In 2014, she first appeared in Velaiyilla Pattathari alongside Dhanush. It was one of the most successful Tamil films of the year. Deccan Chronicle noted, "Surabhi in cameo fits the bill." She next appeared in a cameo in Jeeva. In 2015, she made her Telugu debut and appeared opposite Sundeep Kishan in Beeruva. Times of India wrote, "Surbhi is good in her role but she could have worked better in the drunk scene."

Surbhi had four releases in 2016. Firstly, she portrayed a dog lover opposite Sharwanand in Express Raja. It was a commercial success. The Hindu noted, "Surbhi looks pretty. Though she has a small role she does her part well." Next, she appeared opposite Jai in Pugazh, a box office average. She then appeared in Attack opposite Manchu Manoj. Her final release of the year came with Gentleman opposite Nani, portraying a young entrepreneur. It become a commercial success at the box office. Firstpost noted, "Surabhi as Aishwarya is simple and naïve, like the character demands." While Deccan Chronicle wrote, "Surabhi looks good on screen and has done her job very well."

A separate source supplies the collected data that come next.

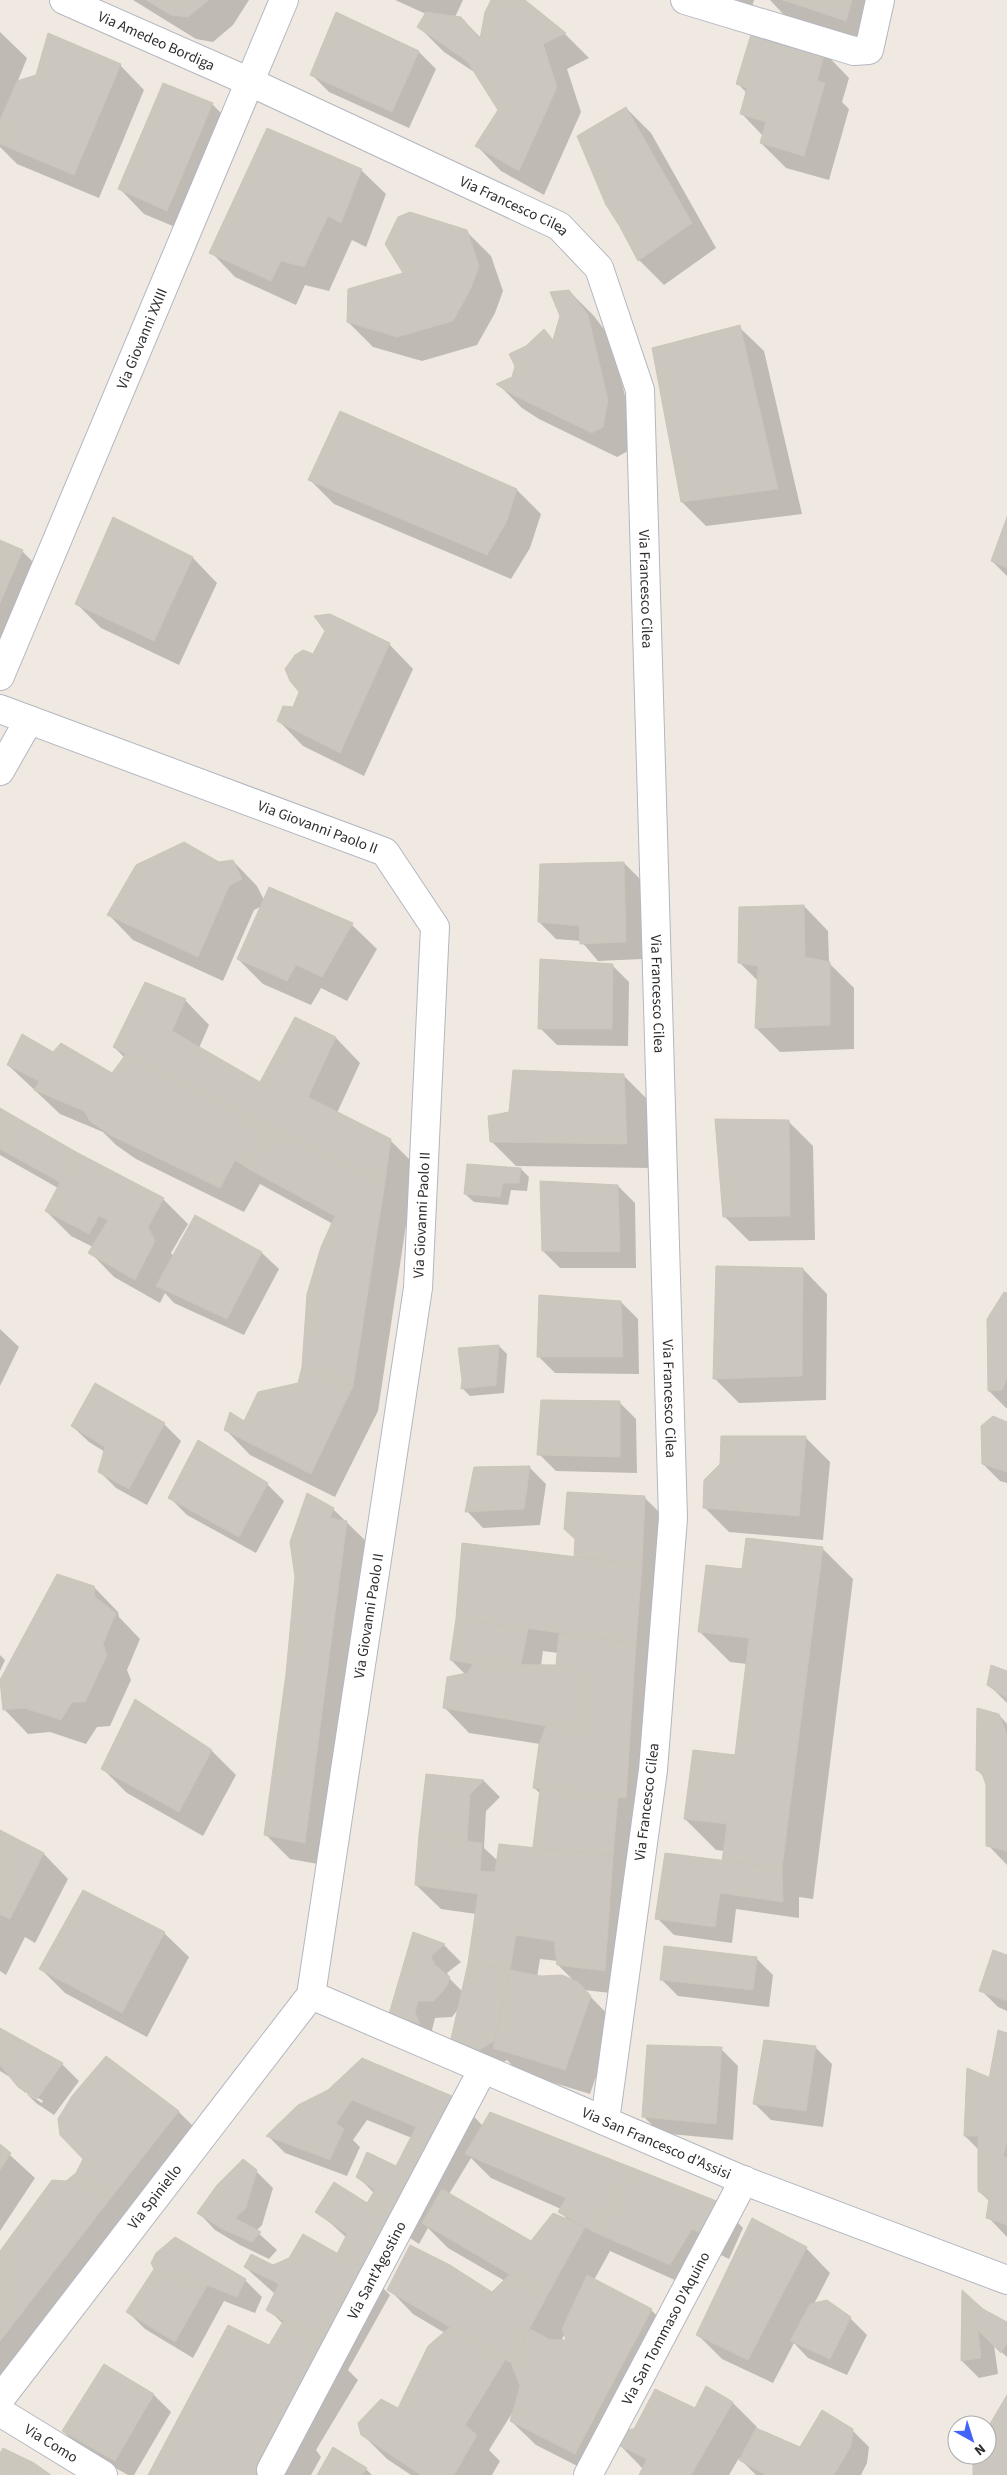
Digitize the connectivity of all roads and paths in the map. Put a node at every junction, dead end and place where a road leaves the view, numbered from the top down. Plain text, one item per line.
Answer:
1 (64, 0) edge
2 (284, 0) edge
3 (686, 0) edge
4 (880, 0) edge
5 (250, 82) junction
6 (0, 676) edge
7 (0, 709) edge
8 (28, 720) junction
9 (0, 771) edge
10 (311, 1995) junction
11 (483, 2069) junction
12 (605, 2121) junction
13 (744, 2180) junction
14 (1007, 2280) edge
15 (0, 2399) edge
16 (0, 2412) edge
17 (271, 2470) dead end
18 (103, 2475) edge
19 (588, 2475) edge

1 - 5 street, Via Amedeo Bordiga
2 - 5 street, Via Giovanni XXIII
3 - 4 street
5 - 6 street, Via Giovanni XXIII
5 - 12 street, Via Francesco Cilea
7 - 8 street, Via Giovanni Paolo II
8 - 9 street
8 - 10 street, Via Giovanni Paolo II
10 - 11 street, Via San Francesco d'Assisi
10 - 15 street, Via Spiniello
11 - 12 street, Via San Francesco d'Assisi
11 - 17 street, Via Sant'Agostino
12 - 13 street, Via San Francesco d'Assisi
13 - 14 street, Via San Francesco d'Assisi
13 - 19 street, Via San Tommaso D'Aquino
16 - 18 street, Via Como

She appeared opposite Allu Sirish in her only release of 2017, Okka Kshanam. Firstpost mentioned, "Surbhi, as Allu Sirish's love, fits her role to the T."

===Further career and recent work (2019-present)===
Surbhi portrayed the lead opposite Vishnu Manchu in the 2019 film Voter. 123 Telugu wrote, "Surabhi looks glamorous and her chemistry with Vishnu Manchu is good too."

Surbhi had two release in 2021. She first portrayed the titular role opposite Aadi in Sashi. Times of India wrote, "Surabhi looked good on screen but could have been more expressive." Surbhi next made her Kannada film debut with Sakath. She portrayed an anchor alongside Ganesh. Times of India stated, "Surbhi is charming in her debut outing."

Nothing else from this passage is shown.